▶ _TO DO_
Copy out all lines in the data below containing the string "graph".

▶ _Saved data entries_
⁂
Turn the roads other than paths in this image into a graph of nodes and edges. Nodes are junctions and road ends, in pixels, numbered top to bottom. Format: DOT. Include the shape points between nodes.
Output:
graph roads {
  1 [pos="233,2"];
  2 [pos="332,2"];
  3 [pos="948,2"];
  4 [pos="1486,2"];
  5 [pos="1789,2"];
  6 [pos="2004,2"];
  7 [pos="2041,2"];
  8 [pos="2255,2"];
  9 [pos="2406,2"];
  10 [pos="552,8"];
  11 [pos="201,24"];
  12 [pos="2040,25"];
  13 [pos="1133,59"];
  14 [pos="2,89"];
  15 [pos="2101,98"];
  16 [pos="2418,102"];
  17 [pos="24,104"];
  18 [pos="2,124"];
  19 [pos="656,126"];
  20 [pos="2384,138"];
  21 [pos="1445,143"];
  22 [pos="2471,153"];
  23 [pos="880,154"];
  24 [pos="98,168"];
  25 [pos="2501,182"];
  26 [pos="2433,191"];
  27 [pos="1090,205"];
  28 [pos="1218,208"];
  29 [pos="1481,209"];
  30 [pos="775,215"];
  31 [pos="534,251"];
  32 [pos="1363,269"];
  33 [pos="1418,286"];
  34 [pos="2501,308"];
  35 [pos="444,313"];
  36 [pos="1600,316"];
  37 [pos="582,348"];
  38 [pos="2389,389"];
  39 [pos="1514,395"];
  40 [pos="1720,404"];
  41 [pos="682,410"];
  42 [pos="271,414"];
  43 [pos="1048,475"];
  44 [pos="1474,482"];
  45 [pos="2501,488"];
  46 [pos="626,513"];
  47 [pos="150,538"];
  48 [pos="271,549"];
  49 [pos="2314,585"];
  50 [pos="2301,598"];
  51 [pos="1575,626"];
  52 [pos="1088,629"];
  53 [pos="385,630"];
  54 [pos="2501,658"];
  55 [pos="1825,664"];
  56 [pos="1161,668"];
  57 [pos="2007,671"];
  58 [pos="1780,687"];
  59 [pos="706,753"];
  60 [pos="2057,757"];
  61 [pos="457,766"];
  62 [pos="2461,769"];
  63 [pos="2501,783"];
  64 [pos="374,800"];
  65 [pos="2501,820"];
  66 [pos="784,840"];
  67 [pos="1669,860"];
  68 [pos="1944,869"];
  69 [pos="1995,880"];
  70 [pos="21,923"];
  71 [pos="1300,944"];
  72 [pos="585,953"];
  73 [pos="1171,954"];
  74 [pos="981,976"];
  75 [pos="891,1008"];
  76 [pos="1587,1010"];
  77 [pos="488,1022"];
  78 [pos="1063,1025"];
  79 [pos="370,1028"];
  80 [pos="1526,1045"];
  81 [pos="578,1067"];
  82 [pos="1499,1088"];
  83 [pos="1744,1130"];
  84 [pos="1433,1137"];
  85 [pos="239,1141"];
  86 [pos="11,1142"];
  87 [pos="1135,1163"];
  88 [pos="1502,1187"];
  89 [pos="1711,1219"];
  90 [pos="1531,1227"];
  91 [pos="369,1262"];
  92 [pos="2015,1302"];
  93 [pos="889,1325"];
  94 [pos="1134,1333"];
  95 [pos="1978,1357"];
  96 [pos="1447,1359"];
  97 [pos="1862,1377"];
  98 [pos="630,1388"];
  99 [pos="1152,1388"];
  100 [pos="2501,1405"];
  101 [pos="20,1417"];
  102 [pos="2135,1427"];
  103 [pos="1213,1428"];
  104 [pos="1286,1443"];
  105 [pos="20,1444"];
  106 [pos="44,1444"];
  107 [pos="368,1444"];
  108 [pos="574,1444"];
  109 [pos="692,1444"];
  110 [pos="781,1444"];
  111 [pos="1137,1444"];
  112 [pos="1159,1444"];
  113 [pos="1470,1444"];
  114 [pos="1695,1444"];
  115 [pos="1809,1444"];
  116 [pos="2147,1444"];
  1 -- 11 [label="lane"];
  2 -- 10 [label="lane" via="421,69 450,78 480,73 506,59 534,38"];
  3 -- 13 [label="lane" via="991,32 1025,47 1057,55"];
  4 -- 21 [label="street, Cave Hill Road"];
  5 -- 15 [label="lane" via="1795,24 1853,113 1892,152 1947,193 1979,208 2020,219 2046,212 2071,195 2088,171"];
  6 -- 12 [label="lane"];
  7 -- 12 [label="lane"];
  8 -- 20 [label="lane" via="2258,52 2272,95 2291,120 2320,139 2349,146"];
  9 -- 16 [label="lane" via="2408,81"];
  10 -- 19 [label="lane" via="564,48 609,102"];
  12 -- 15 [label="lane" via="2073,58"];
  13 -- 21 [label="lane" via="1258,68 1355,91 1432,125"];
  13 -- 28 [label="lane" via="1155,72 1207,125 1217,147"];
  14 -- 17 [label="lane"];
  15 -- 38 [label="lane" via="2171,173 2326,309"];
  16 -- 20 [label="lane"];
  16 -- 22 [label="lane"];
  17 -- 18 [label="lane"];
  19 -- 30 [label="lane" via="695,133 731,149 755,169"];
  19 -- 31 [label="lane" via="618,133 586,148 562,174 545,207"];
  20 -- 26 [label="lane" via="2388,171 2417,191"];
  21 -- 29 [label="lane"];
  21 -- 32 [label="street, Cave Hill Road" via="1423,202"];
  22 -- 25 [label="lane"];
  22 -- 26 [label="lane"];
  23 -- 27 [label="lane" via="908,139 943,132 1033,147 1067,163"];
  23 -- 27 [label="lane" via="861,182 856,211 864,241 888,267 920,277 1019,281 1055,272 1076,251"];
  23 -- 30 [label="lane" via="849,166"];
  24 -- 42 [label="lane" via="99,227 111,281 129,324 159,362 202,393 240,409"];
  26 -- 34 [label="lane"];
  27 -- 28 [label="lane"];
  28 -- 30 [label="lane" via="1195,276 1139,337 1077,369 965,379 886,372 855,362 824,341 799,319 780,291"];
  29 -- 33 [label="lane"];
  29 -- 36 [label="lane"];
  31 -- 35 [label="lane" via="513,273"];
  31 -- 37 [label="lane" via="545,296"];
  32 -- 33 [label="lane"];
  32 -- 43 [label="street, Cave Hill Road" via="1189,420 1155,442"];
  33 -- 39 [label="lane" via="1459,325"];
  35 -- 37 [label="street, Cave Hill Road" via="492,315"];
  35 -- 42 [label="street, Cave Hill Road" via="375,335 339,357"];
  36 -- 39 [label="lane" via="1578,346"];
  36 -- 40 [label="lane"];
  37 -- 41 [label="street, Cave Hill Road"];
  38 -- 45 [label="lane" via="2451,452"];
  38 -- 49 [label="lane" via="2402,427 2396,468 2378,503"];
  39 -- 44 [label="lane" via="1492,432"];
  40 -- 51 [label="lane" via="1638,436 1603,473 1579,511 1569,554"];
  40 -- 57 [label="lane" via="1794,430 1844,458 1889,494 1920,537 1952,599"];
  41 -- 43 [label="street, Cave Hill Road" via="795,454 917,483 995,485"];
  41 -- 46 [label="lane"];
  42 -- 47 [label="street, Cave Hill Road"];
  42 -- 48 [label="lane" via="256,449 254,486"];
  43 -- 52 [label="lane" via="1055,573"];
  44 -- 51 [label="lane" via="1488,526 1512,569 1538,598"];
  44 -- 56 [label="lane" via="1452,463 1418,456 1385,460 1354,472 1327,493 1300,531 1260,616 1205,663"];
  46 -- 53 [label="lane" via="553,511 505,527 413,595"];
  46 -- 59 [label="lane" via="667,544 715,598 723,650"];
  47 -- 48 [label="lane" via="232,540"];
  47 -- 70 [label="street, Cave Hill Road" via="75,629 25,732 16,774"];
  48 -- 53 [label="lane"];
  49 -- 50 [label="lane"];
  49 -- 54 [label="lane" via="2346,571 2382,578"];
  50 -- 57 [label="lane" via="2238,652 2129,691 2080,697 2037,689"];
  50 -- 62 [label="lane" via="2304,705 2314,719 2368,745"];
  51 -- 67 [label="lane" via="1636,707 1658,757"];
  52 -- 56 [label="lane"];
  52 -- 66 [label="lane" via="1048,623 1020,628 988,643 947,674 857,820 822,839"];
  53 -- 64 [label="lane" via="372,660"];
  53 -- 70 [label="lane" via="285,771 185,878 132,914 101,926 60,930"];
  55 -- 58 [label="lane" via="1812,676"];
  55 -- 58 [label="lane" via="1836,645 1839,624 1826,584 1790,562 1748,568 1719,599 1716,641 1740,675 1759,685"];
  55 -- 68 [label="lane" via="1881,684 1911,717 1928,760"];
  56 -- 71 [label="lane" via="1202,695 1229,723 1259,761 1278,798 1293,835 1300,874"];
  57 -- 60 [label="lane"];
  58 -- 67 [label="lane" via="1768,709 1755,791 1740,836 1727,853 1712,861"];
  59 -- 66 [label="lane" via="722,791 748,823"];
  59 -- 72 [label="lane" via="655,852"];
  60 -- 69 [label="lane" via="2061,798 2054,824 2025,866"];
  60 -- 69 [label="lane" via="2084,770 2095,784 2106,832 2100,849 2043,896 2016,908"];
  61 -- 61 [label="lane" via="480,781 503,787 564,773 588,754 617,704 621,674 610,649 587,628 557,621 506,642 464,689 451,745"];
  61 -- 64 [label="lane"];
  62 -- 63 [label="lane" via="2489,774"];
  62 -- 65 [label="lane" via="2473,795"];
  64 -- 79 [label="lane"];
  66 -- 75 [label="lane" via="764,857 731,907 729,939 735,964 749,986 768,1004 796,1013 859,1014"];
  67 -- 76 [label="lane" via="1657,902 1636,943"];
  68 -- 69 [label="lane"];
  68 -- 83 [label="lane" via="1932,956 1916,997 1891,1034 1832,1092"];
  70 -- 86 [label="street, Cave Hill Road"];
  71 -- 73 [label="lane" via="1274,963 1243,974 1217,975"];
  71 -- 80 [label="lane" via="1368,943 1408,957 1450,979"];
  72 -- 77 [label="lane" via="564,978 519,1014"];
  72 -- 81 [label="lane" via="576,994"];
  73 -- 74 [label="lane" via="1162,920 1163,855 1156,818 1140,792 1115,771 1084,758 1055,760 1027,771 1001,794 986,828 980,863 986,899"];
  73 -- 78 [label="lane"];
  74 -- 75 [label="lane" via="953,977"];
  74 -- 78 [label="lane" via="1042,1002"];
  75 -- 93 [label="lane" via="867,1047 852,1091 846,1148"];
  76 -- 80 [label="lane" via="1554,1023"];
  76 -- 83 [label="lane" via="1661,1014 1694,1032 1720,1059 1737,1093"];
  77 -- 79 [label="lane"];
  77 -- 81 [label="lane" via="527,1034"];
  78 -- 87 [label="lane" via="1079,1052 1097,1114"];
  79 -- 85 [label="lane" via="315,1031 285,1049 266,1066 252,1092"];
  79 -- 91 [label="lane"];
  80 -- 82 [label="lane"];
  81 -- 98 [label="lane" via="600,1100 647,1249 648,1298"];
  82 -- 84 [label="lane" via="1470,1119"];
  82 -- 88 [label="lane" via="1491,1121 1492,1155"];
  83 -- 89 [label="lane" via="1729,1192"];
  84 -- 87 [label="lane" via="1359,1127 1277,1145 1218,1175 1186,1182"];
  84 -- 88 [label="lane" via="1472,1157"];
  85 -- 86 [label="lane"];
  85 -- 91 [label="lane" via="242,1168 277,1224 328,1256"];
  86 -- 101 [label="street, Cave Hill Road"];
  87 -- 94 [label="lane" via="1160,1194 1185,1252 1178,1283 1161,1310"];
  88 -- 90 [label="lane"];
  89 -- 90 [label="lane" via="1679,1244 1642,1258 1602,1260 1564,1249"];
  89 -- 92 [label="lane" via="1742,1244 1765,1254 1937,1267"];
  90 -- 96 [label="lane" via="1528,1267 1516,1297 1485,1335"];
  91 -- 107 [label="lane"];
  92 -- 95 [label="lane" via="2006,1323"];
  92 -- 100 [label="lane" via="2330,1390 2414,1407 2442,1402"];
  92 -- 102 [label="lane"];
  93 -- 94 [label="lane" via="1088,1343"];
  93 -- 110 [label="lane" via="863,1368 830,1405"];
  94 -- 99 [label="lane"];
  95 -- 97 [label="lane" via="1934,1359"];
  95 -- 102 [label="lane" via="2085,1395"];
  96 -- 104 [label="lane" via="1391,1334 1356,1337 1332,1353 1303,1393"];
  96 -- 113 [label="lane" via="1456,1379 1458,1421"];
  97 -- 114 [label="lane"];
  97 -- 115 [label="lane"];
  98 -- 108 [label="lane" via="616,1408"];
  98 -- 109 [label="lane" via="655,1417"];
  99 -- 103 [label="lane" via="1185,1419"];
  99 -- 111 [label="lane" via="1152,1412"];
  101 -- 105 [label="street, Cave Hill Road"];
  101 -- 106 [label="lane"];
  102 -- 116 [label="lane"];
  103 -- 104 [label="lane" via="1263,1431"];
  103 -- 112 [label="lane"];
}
⁂
▶ _ANSWER BELOW_
Turn the roads other than paths in this image into a graph of nodes and edges. Nodes are junctions and road ends, in pixels, numbered top to bottom. Format: DOT. Include the shape points between nodes.
graph roads {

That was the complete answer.